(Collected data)
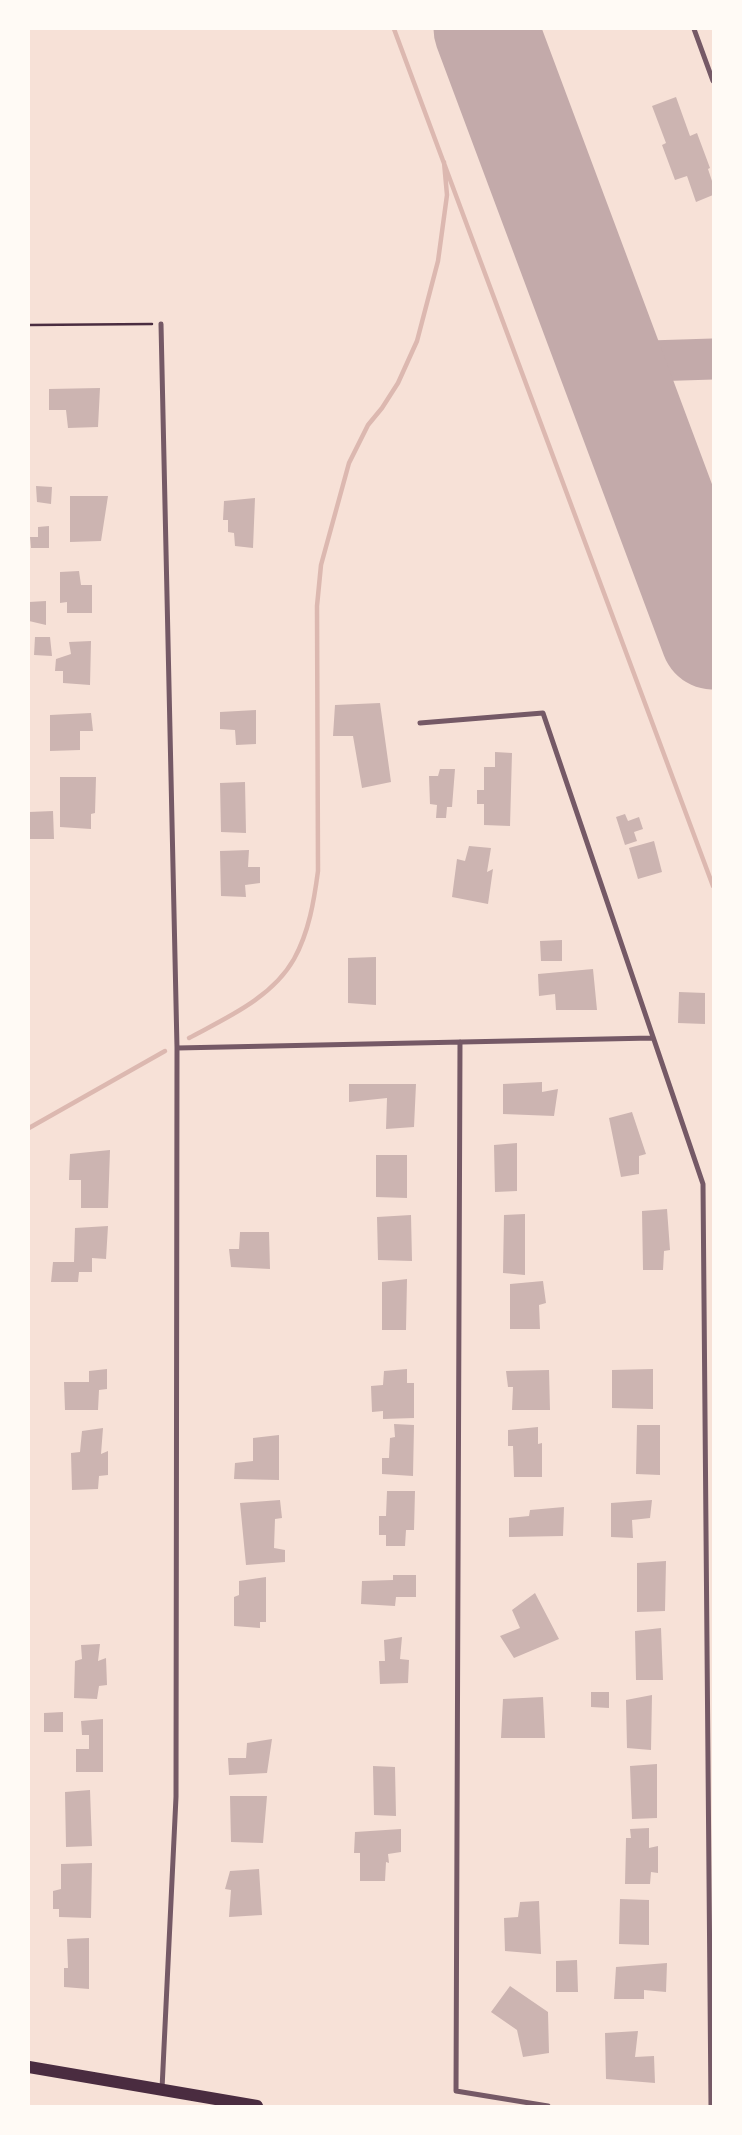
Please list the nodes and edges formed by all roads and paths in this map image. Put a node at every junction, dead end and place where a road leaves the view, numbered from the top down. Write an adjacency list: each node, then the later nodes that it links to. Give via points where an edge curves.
1 (694, 29): 2 (street)
2 (713, 81)
3 (161, 324): 4 (path); 8 (street)
4 (29, 325)
5 (420, 723): 6 (street, via 543,713)
6 (652, 1038): 7 (street); 13 (street, via 703,1184)
7 (460, 1042): 8 (street); 12 (street, via 456,2092)
8 (177, 1048): 10 (street, via 176,1797)
9 (29, 2066): 10 (main road)
10 (162, 2090): 11 (main road)
11 (257, 2106)
12 (548, 2106)
13 (711, 2106)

Task directions> Leave out the pictures, then copy all the remaining text in the records exactly.

Final answer>
Please list the nodes and edges formed by all roads and paths in this map image. Put a node at every junction, dead end and place where a road leaves the view, numbered from the top down. Write an adjacency list: each node, then the later nodes that it links to. Give via points where an edge curves.
1 (694, 29): 2 (street)
2 (713, 81)
3 (161, 324): 4 (path); 8 (street)
4 (29, 325)
5 (420, 723): 6 (street, via 543,713)
6 (652, 1038): 7 (street); 13 (street, via 703,1184)
7 (460, 1042): 8 (street); 12 (street, via 456,2092)
8 (177, 1048): 10 (street, via 176,1797)
9 (29, 2066): 10 (main road)
10 (162, 2090): 11 (main road)
11 (257, 2106)
12 (548, 2106)
13 (711, 2106)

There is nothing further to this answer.